Court of Appeals of New York
267 N.Y.S.2d 804 (1966), 24 N.Y.2d 91, 246 N.E.2d 742 (1969)


Erna Menzel (plaintiff) and her husband fled their home in 1940 when the Germans invaded Belgium. The Menzels left behind a painting by Marc Chagall, which was removed by German authorities. In 1955, the painting was sold by a Parisian art gallery to Klaus Perls and his wife (defendants), who did not inquire about the painting’s title. The Perlses sold the painting to Albert List (defendant) later in 1955 for $4,000. Menzel discovered the painting’s location in 1962 and demanded that List return the painting to Menzel. When List refused, Menzel brought a replevin action against him.

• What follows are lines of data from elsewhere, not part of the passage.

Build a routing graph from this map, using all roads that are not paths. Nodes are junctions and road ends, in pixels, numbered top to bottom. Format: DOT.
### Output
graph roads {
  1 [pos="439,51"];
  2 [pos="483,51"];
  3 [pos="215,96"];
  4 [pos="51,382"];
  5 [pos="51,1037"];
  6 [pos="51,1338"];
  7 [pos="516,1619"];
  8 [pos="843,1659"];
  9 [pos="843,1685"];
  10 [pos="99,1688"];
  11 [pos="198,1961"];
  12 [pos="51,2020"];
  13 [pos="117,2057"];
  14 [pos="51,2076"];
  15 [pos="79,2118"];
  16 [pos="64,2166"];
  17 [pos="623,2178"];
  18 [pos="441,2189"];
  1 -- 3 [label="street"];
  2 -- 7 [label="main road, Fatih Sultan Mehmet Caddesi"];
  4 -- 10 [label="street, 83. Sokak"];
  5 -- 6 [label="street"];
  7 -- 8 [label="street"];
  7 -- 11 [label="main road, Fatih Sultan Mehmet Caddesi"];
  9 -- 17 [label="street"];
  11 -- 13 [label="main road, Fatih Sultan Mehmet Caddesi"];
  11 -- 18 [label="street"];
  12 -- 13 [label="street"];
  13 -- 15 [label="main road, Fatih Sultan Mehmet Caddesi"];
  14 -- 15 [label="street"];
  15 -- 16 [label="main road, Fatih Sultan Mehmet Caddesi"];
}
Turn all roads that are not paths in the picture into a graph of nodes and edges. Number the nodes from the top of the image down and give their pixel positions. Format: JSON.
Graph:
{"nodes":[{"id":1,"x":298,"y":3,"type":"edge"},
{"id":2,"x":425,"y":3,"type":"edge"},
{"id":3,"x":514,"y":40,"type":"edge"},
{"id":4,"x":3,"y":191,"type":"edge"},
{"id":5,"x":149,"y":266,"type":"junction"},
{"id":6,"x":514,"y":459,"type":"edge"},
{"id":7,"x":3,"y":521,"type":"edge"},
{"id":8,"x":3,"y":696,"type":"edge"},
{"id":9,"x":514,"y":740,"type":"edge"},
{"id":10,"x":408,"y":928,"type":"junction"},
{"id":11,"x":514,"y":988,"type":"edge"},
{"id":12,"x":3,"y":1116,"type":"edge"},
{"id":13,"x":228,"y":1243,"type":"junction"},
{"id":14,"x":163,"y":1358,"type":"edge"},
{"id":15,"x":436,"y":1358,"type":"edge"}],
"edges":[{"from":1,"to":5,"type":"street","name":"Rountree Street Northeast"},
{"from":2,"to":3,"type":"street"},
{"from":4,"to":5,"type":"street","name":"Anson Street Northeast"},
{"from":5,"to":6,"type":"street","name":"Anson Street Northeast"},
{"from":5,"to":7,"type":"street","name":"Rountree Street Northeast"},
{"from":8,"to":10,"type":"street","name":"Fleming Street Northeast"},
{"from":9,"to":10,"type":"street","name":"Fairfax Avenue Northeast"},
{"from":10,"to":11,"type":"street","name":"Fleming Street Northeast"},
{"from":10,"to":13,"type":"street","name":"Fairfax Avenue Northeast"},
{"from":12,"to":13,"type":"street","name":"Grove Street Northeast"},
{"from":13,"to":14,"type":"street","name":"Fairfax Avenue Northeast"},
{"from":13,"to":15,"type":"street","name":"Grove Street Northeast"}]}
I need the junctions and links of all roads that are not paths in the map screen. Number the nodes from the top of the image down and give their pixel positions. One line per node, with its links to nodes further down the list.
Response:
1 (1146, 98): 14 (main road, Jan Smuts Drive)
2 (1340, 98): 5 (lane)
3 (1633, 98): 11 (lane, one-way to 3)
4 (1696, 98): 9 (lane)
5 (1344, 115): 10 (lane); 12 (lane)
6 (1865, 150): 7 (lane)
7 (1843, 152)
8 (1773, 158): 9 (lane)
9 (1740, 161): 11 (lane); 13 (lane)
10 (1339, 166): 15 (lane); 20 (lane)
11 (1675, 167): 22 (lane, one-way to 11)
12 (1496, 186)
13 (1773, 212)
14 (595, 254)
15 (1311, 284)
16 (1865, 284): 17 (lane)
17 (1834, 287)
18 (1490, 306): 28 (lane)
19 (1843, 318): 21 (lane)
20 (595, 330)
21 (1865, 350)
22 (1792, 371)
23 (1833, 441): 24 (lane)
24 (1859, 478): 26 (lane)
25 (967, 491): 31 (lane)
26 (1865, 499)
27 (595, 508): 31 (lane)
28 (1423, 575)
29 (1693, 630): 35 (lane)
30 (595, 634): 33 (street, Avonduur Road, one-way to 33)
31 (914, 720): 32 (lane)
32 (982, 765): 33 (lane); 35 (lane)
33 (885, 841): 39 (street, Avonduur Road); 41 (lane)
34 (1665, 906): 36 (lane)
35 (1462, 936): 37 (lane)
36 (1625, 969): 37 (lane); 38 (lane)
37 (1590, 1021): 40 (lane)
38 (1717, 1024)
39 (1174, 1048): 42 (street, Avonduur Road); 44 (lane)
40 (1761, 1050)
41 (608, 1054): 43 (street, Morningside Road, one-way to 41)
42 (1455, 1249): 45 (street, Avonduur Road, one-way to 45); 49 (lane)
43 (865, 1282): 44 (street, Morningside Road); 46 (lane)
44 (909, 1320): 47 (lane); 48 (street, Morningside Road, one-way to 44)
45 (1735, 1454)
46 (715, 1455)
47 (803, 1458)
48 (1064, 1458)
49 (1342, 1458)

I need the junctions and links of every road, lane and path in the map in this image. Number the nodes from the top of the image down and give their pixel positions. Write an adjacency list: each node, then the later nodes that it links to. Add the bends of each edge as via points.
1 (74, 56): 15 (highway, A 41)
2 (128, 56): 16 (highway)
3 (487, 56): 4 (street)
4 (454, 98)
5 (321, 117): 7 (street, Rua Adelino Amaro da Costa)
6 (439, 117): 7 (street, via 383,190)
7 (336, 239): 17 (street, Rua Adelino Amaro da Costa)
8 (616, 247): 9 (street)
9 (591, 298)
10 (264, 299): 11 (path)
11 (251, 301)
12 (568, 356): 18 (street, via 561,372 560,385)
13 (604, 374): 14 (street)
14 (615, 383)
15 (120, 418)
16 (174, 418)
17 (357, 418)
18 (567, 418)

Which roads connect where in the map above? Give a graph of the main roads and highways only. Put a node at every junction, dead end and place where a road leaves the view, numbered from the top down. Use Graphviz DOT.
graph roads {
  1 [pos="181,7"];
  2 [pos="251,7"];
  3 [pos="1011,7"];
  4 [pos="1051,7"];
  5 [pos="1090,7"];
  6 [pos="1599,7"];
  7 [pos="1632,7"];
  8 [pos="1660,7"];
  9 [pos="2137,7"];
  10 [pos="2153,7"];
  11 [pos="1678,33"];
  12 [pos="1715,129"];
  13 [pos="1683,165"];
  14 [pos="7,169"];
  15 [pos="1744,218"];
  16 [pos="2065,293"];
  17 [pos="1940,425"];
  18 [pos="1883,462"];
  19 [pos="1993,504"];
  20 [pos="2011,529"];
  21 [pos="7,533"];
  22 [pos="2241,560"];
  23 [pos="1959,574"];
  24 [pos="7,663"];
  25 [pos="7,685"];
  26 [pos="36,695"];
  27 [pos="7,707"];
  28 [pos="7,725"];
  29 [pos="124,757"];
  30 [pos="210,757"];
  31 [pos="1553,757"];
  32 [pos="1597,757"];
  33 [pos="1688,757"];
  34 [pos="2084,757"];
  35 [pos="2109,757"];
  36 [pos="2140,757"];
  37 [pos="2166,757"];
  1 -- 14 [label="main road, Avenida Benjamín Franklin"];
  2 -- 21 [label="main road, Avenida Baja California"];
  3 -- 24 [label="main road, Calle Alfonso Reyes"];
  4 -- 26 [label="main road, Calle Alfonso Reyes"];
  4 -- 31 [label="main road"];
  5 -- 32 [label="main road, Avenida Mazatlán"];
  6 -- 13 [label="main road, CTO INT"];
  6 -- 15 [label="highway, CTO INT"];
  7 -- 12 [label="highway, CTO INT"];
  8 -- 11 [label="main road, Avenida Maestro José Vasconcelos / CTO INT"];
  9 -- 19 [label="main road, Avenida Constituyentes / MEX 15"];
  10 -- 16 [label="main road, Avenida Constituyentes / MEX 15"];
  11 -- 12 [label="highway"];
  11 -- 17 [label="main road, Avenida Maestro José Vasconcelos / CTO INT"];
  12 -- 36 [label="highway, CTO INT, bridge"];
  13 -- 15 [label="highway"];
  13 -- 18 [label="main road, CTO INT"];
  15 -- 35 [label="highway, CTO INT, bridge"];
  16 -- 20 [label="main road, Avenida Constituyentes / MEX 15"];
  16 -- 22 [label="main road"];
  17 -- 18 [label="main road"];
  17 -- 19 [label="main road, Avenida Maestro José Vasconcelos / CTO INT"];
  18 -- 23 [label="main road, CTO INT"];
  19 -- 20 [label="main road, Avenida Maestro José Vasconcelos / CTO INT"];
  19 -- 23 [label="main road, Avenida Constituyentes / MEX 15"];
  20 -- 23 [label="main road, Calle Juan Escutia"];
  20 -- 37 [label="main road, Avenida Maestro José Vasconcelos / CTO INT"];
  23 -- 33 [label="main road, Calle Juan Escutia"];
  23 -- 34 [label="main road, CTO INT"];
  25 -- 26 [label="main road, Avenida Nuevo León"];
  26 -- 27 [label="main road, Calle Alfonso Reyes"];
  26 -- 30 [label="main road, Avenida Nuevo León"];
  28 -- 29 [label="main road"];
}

List impleaded the Perlses, alleging that they were liable to him for a breach of implied warranty of title. The jury returned a verdict in Menzel’s favor, and the lower court ordered that the painting be returned to Menzel. The jury also returned a verdict for List against the Perlses in the amount of $22,500, which the jury determined to be the painting’s present value. The Perlses appealed, and the appellate division reduced the amount awarded to List to $4,000, the amount that List had paid the Perlses for the painting. List appealed.

Rule of Law


Holding and Reasoning (Burke, J.)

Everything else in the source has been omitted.